Collected data
--- START ---

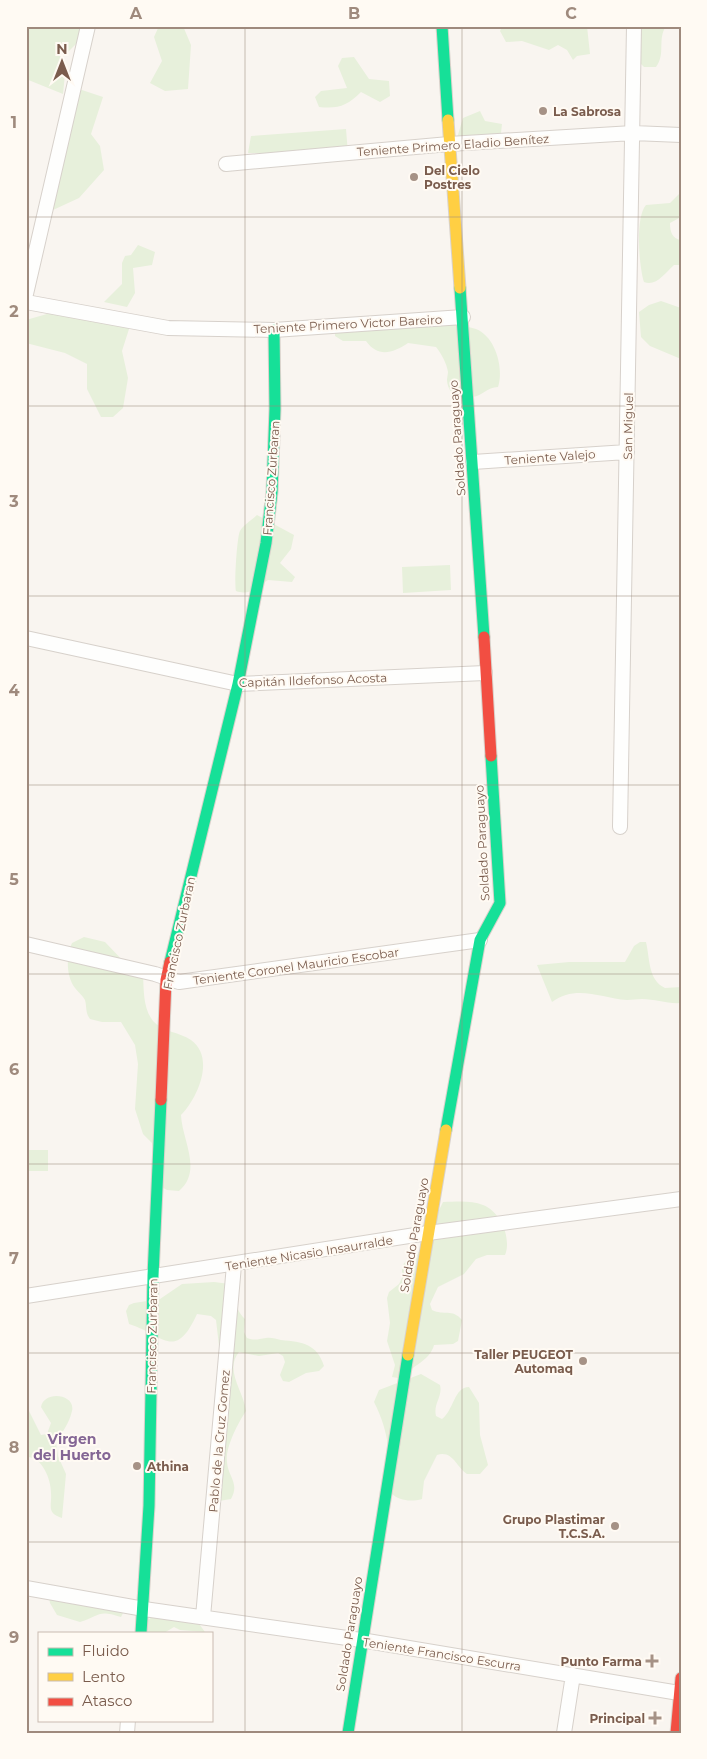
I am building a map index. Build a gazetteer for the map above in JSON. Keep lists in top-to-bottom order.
{
  "streets": {
    "street": [
      "Teniente Primero Eladio Benítez",
      "Teniente Primero Victor Bareiro",
      "San Miguel",
      "Soldado Paraguayo",
      "Teniente Valejo",
      "Francisco Zurbaran",
      "Capitán Ildefonso Acosta",
      "Teniente Coronel Mauricio Escobar",
      "Teniente Nicasio Insaurralde",
      "Pablo de la Cruz Gomez",
      "Teniente Francisco Escurra"
    ]
  },
  "crossings": [
    ["Teniente Primero Eladio Benítez", "San Miguel"],
    ["Teniente Primero Eladio Benítez", "Soldado Paraguayo"],
    ["Teniente Primero Victor Bareiro", "Soldado Paraguayo"],
    ["Teniente Primero Victor Bareiro", "Francisco Zurbaran"],
    ["San Miguel", "Teniente Valejo"],
    ["Soldado Paraguayo", "Teniente Valejo"],
    ["Soldado Paraguayo", "Capitán Ildefonso Acosta"],
    ["Soldado Paraguayo", "Teniente Coronel Mauricio Escobar"],
    ["Soldado Paraguayo", "Teniente Nicasio Insaurralde"],
    ["Soldado Paraguayo", "Teniente Francisco Escurra"],
    ["Francisco Zurbaran", "Capitán Ildefonso Acosta"],
    ["Francisco Zurbaran", "Teniente Coronel Mauricio Escobar"],
    ["Francisco Zurbaran", "Teniente Nicasio Insaurralde"],
    ["Francisco Zurbaran", "Teniente Francisco Escurra"],
    ["Teniente Nicasio Insaurralde", "Pablo de la Cruz Gomez"],
    ["Pablo de la Cruz Gomez", "Teniente Francisco Escurra"]
  ],
  "districts": ["Virgen del Huerto"],
  "places": {
    "other": [
      "La Sabrosa",
      "Del Cielo Postres",
      "Taller PEUGEOT Automaq",
      "Athina",
      "Grupo Plastimar T.C.S.A."
    ],
    "health": ["Punto Farma", "Principal"]
  },
  "legend": ["Fluido", "Lento", "Atasco"],
  "north": "top",
  "grid": {
    "columns": ["A", "B", "C"],
    "rows": [
      "1",
      "2",
      "3",
      "4",
      "5",
      "6",
      "7",
      "8",
      "9"
    ]
  }
}
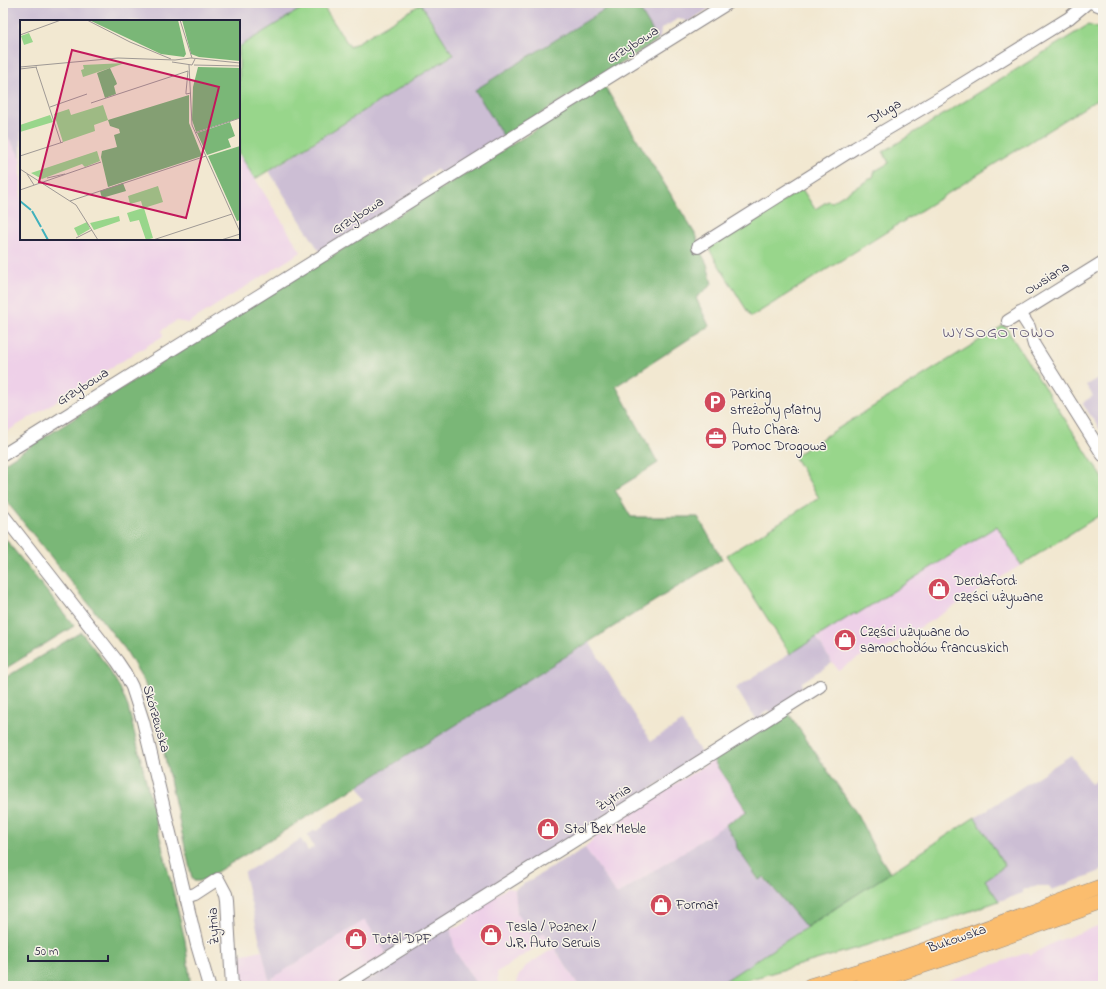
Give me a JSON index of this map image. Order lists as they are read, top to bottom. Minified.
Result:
{"streets":{"main road":["Bukowska"],"street":["Grzybowa","Długa","Owsiana","Skórzewska","Żytnia"]},"crossings":[["Skórzewska","Żytnia"]],"districts":["WYSOGOTOWO"],"places":{"parking":["Parking streżony płatny"],"office":["Auto Chara: Pomoc Drogowa"],"shop":["Derdaford: części używane","Części używane do samochodów francuskich","Stol Bek Meble","Format","Tesla / Poznex / J.R. Auto Serwis","Total DPF"]},"scale_bar":"50 m"}
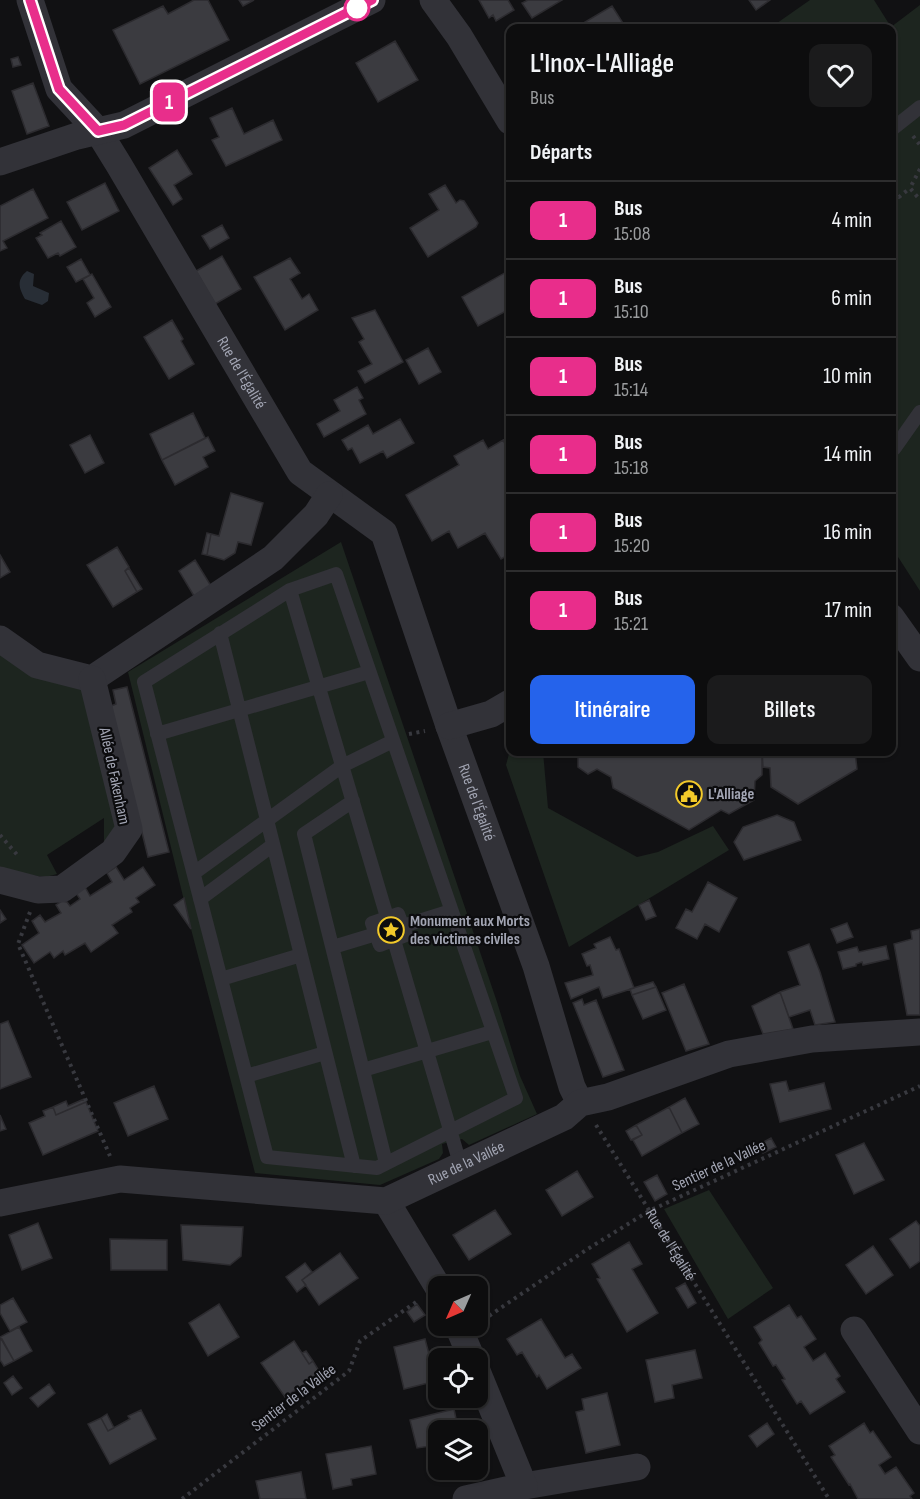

--- END ---

### WHAT YOU SHOULD DO
Each record above is to be copied exactly. Drop the pictures.

### SOLUTION TO THE PROBLEM
I am building a map index. Build a gazetteer for the map above in JSON. Keep lists in top-to-bottom order.
{
  "streets": {
    "street": [
      "Teniente Primero Eladio Benítez",
      "Teniente Primero Victor Bareiro",
      "San Miguel",
      "Soldado Paraguayo",
      "Teniente Valejo",
      "Francisco Zurbaran",
      "Capitán Ildefonso Acosta",
      "Teniente Coronel Mauricio Escobar",
      "Teniente Nicasio Insaurralde",
      "Pablo de la Cruz Gomez",
      "Teniente Francisco Escurra"
    ]
  },
  "crossings": [
    ["Teniente Primero Eladio Benítez", "San Miguel"],
    ["Teniente Primero Eladio Benítez", "Soldado Paraguayo"],
    ["Teniente Primero Victor Bareiro", "Soldado Paraguayo"],
    ["Teniente Primero Victor Bareiro", "Francisco Zurbaran"],
    ["San Miguel", "Teniente Valejo"],
    ["Soldado Paraguayo", "Teniente Valejo"],
    ["Soldado Paraguayo", "Capitán Ildefonso Acosta"],
    ["Soldado Paraguayo", "Teniente Coronel Mauricio Escobar"],
    ["Soldado Paraguayo", "Teniente Nicasio Insaurralde"],
    ["Soldado Paraguayo", "Teniente Francisco Escurra"],
    ["Francisco Zurbaran", "Capitán Ildefonso Acosta"],
    ["Francisco Zurbaran", "Teniente Coronel Mauricio Escobar"],
    ["Francisco Zurbaran", "Teniente Nicasio Insaurralde"],
    ["Francisco Zurbaran", "Teniente Francisco Escurra"],
    ["Teniente Nicasio Insaurralde", "Pablo de la Cruz Gomez"],
    ["Pablo de la Cruz Gomez", "Teniente Francisco Escurra"]
  ],
  "districts": ["Virgen del Huerto"],
  "places": {
    "other": [
      "La Sabrosa",
      "Del Cielo Postres",
      "Taller PEUGEOT Automaq",
      "Athina",
      "Grupo Plastimar T.C.S.A."
    ],
    "health": ["Punto Farma", "Principal"]
  },
  "legend": ["Fluido", "Lento", "Atasco"],
  "north": "top",
  "grid": {
    "columns": ["A", "B", "C"],
    "rows": [
      "1",
      "2",
      "3",
      "4",
      "5",
      "6",
      "7",
      "8",
      "9"
    ]
  }
}
Give me a JSON index of this map image. Order lists as they are read, top to bottom. Minified.
Result:
{"streets":{"main road":["Bukowska"],"street":["Grzybowa","Długa","Owsiana","Skórzewska","Żytnia"]},"crossings":[["Skórzewska","Żytnia"]],"districts":["WYSOGOTOWO"],"places":{"parking":["Parking streżony płatny"],"office":["Auto Chara: Pomoc Drogowa"],"shop":["Derdaford: części używane","Części używane do samochodów francuskich","Stol Bek Meble","Format","Tesla / Poznex / J.R. Auto Serwis","Total DPF"]},"scale_bar":"50 m"}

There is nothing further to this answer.